I cooked this formula (based on beam limits being FWHM intensity, Gaussian radial distribution within the beam, and f fraction of total lumens going into the beam which depends on 1 - spill angle and thus the h/D of the reflector):
beam divergence angle = [360/pi*sqrt(ln(2))*sqrt(f)]/Acuity_Index
If I fix f at around 0.8 for reflectors close to h/D=1, it simplifies to:
~85/Acuity_Index
Would it pass sanity test, I wonder?
Could you elaborate on how Gaussian distribution and ln(2) come in? I find Gaussian to be a weird model for angular distribution, since the Gaussian has unbounded support, but angular distribution is over a bounded domain.

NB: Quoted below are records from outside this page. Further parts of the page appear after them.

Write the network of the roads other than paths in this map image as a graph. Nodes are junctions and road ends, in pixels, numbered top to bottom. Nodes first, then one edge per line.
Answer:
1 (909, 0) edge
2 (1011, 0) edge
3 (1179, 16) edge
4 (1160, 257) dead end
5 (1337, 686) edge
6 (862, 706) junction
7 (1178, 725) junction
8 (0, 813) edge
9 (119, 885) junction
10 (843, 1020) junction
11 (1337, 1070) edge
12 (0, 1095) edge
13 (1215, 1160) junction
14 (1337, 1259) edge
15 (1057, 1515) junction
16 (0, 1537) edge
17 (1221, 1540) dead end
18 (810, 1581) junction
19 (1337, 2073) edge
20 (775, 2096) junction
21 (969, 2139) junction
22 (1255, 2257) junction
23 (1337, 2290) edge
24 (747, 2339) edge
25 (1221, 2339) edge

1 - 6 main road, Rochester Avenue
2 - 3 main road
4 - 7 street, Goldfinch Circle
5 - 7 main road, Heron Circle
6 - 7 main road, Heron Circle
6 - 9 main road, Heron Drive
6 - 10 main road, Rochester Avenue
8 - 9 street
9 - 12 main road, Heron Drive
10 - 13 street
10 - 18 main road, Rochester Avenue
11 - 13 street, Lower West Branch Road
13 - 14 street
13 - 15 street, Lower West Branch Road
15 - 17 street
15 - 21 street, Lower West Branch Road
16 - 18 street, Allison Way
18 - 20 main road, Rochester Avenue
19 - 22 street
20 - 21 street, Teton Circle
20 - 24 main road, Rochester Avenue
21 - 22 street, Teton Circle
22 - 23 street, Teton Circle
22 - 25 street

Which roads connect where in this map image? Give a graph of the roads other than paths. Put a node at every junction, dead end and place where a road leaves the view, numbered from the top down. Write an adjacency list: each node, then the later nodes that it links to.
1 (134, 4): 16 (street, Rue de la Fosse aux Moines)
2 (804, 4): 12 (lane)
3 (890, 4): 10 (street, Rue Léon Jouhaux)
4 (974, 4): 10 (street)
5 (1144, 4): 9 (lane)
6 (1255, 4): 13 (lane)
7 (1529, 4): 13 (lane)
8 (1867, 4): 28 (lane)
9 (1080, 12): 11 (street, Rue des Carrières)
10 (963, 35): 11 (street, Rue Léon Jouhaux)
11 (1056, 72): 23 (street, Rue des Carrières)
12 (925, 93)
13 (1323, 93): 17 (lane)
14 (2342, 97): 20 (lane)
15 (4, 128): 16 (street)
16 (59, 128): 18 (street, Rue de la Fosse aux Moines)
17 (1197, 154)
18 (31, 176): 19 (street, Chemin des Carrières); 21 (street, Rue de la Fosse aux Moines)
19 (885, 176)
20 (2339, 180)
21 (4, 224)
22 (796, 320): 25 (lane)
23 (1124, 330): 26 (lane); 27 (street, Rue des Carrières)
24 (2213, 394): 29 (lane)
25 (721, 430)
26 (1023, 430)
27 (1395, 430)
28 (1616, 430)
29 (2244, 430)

Anyways, I tried to derive a formula assuming that all of the light goes into either the hotspot of the spill, i.e., no corona. The resulting formula I got for the diametrical angle was
360/pi sqrt(f)/a,
where a is acuity index. For f=0.8, this becomes 102.5/a, which is known to be an overestimate because in reality some of the hotspot is diverted into the corona. So I’d say that the coefficient of around 85 is reasonable, with the underlying correction factor being sqrt(ln 2)=0.83. The question is, how did you get the ln(2) in there?
It’s a bit messy and I need to go over it again to convince myself, but you assume the beam intensity to be unbounded Gaussian (radially from the peak on the axis) for the fraction of output feeding the beam (another integration) then you truncate the tails at FWHM (beam boundary as we see it definition). Then when you solve for the angle at FWHM you end up with an expression involving √(2ln(2)) - a consequence of exp() in the Gaussian PDF. In the end several terms cancel out and you’re left with the above (I hope).
The choice of Gaussian is arbitrary (one could fiddle with the Central Limit Theorem to justify it, I suppose), but it helps in this canceling out above. All I know is that the beam intensity distribution is peaky not flat and employing Gaussian to describe it is probably super good enough.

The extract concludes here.